The process involves:
Crossing a mutant strain with a wild-type strain to create a diploid organism. This allows for the mixing of genetic material from both parents.
Haploidization: The diploid is then forced to lose one set of chromosomes (haploidization) using chemicals like benomyl, which generate haploid progeny (segregants).
Segregant Analysis: The offspring (segregants) are analyzed for their phenotypes to see how the traits are inherited. .
By comparing the genomes of segregants that show different phenotypes, researchers can narrow down the region of the genome associated with the trait of interest.
In summary, segregation analysis helps track how a trait segregates across generations and allows for identification of the genetic variation responsible for the phenotype by comparing segregants from a mutant × wild-type cross.
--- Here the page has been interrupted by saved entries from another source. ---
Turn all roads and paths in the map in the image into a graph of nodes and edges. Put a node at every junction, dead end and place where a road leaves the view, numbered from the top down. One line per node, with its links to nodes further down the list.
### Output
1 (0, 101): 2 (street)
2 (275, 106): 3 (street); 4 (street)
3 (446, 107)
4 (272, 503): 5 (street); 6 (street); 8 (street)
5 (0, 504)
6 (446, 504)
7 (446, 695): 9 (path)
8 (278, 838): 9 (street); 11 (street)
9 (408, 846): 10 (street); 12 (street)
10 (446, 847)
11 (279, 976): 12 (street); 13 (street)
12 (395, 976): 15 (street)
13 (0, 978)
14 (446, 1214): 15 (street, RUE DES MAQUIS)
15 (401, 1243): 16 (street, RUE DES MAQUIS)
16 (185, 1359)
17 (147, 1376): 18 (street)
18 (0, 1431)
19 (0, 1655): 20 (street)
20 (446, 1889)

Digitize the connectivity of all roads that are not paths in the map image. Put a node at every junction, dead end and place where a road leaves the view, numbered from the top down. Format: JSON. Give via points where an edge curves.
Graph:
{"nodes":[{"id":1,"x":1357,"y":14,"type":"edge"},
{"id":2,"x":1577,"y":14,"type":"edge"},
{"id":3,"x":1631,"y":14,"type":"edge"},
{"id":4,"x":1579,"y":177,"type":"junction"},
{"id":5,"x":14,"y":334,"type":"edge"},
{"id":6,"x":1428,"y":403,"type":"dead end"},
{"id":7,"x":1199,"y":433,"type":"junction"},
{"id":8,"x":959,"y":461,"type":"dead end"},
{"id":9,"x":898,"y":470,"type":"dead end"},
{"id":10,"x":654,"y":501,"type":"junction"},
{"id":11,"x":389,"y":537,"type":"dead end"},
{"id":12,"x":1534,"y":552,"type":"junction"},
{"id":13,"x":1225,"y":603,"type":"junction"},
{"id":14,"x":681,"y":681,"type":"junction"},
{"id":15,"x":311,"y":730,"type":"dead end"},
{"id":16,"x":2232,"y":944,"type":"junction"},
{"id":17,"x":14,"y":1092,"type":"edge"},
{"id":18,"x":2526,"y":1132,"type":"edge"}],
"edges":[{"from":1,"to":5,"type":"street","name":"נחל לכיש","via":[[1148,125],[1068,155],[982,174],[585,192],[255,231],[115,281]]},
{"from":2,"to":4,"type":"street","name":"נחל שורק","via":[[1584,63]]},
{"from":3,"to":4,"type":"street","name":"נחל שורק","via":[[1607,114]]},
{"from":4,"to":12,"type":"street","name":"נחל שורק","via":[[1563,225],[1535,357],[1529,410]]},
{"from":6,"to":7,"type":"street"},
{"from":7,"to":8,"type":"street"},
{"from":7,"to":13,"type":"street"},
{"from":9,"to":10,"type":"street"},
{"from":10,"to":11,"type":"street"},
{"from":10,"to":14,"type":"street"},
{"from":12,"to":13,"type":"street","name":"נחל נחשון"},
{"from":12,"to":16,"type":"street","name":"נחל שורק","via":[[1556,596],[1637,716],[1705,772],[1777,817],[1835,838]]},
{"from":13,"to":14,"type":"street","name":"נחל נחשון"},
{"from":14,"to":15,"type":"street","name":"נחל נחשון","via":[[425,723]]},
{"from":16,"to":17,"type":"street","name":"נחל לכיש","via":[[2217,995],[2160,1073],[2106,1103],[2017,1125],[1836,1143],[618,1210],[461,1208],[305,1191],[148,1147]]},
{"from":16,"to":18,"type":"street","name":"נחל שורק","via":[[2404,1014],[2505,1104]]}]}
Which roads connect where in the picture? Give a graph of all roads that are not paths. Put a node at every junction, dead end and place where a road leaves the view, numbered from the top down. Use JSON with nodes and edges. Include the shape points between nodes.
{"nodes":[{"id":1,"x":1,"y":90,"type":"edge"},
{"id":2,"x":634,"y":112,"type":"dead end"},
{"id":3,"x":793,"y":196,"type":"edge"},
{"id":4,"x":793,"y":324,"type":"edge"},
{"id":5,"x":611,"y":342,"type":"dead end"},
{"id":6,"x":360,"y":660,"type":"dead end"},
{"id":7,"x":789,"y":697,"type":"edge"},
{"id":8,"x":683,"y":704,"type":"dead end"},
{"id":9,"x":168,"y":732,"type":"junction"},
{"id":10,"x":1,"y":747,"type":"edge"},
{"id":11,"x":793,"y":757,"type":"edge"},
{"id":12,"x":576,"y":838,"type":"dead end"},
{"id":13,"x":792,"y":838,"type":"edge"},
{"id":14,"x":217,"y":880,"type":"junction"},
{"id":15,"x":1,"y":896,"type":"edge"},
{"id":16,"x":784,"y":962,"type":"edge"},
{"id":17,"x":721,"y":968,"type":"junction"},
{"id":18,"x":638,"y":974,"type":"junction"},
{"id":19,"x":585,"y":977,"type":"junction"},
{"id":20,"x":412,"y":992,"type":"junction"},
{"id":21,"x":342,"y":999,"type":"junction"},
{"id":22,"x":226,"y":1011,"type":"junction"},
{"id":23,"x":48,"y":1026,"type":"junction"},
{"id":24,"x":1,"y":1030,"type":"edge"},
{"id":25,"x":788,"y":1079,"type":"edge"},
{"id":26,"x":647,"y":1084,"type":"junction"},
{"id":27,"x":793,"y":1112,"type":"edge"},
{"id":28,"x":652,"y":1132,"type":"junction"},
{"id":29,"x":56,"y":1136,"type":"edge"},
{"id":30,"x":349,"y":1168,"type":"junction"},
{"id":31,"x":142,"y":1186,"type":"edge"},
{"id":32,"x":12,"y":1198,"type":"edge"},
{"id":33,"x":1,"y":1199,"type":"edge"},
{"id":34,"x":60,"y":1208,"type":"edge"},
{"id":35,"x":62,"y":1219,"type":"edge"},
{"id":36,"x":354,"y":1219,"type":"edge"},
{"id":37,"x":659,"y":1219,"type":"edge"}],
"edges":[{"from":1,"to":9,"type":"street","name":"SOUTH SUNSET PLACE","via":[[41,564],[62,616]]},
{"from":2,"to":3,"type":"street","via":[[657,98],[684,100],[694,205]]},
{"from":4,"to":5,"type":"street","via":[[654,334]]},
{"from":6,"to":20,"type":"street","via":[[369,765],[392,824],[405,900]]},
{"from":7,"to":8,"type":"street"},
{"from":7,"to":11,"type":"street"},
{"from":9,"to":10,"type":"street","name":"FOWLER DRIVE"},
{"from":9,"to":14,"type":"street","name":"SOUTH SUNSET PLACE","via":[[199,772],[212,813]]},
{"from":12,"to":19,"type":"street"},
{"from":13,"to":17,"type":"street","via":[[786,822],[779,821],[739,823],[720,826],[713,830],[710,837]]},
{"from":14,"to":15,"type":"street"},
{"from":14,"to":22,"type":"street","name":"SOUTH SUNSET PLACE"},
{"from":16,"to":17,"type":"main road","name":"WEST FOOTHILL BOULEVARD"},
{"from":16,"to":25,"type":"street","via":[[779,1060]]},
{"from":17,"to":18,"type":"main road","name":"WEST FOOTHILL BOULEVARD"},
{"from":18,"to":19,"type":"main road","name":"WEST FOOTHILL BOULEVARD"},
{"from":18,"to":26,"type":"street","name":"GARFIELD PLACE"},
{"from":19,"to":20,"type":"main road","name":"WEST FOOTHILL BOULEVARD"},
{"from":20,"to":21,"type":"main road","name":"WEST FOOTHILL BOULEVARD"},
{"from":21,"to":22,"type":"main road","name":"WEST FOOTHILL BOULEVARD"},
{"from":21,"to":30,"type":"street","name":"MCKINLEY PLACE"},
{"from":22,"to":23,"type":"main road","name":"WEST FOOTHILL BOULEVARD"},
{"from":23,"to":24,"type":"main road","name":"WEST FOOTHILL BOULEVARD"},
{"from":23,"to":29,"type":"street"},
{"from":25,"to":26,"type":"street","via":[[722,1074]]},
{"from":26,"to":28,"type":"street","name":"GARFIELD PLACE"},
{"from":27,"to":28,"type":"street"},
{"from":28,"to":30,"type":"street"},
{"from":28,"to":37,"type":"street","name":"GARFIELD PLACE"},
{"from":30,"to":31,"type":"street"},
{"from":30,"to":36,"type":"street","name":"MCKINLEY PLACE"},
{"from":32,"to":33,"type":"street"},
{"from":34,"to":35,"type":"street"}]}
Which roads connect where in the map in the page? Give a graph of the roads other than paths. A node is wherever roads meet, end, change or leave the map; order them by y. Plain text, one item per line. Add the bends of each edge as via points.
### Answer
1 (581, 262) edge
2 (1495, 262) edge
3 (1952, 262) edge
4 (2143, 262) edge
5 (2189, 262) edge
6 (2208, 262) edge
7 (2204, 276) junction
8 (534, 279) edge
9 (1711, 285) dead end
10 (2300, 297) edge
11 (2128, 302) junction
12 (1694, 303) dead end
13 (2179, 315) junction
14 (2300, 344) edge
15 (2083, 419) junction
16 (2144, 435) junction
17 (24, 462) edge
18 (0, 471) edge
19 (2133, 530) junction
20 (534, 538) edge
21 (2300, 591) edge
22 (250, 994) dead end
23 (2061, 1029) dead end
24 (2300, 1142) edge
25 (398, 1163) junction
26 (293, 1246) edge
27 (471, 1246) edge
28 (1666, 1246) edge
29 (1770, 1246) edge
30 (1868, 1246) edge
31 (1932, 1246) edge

Bulk Segregant Analysis (BSA)
is an advanced method used to identify phenotype-associated mutations by analyzing large pools of segregants, typically from a cross between a mutant and wild-type strain.
**Create Two Pools: **After performing the cross and generating segregants, two pools of offspring are created: one with the desired phenotype (e.g., a specific color or resistance) and one without.
The genomes of both pools are sequenced in-depth, and Single Nucleotide Polymorphisms (SNPs) between the two pools are compared.
If a mutation is associated with the phenotype, it will be present in all individuals of the phenotype pool but not in the non-phenotype pool. This shows a consistent genetic association with the trait. Non-linked mutations will appear in both pools, as the segregation of those SNPs is not tied to the phenotype.
SNPs in phenotype-associated pool: These are the mutations that are more likely linked to the desired trait, as they are found exclusively or predominantly in individuals with the trait.
Difference BSA and seggregrant anlysis
- Segregation Analysis focuses on studying the inheritance pattern of a phenotype over generations and uses phenotypic segregation to map the genes responsible for a trait.
- BSA involves pooling offspring based on phenotype, sequencing their genomes, and comparing SNPs to identify mutations that are statistically linked to the phenotype.
Both methods complement each other, with segregation analysis helping track inheritance and BSA providing a high-throughput way to identify the genetic causes of the phenotype.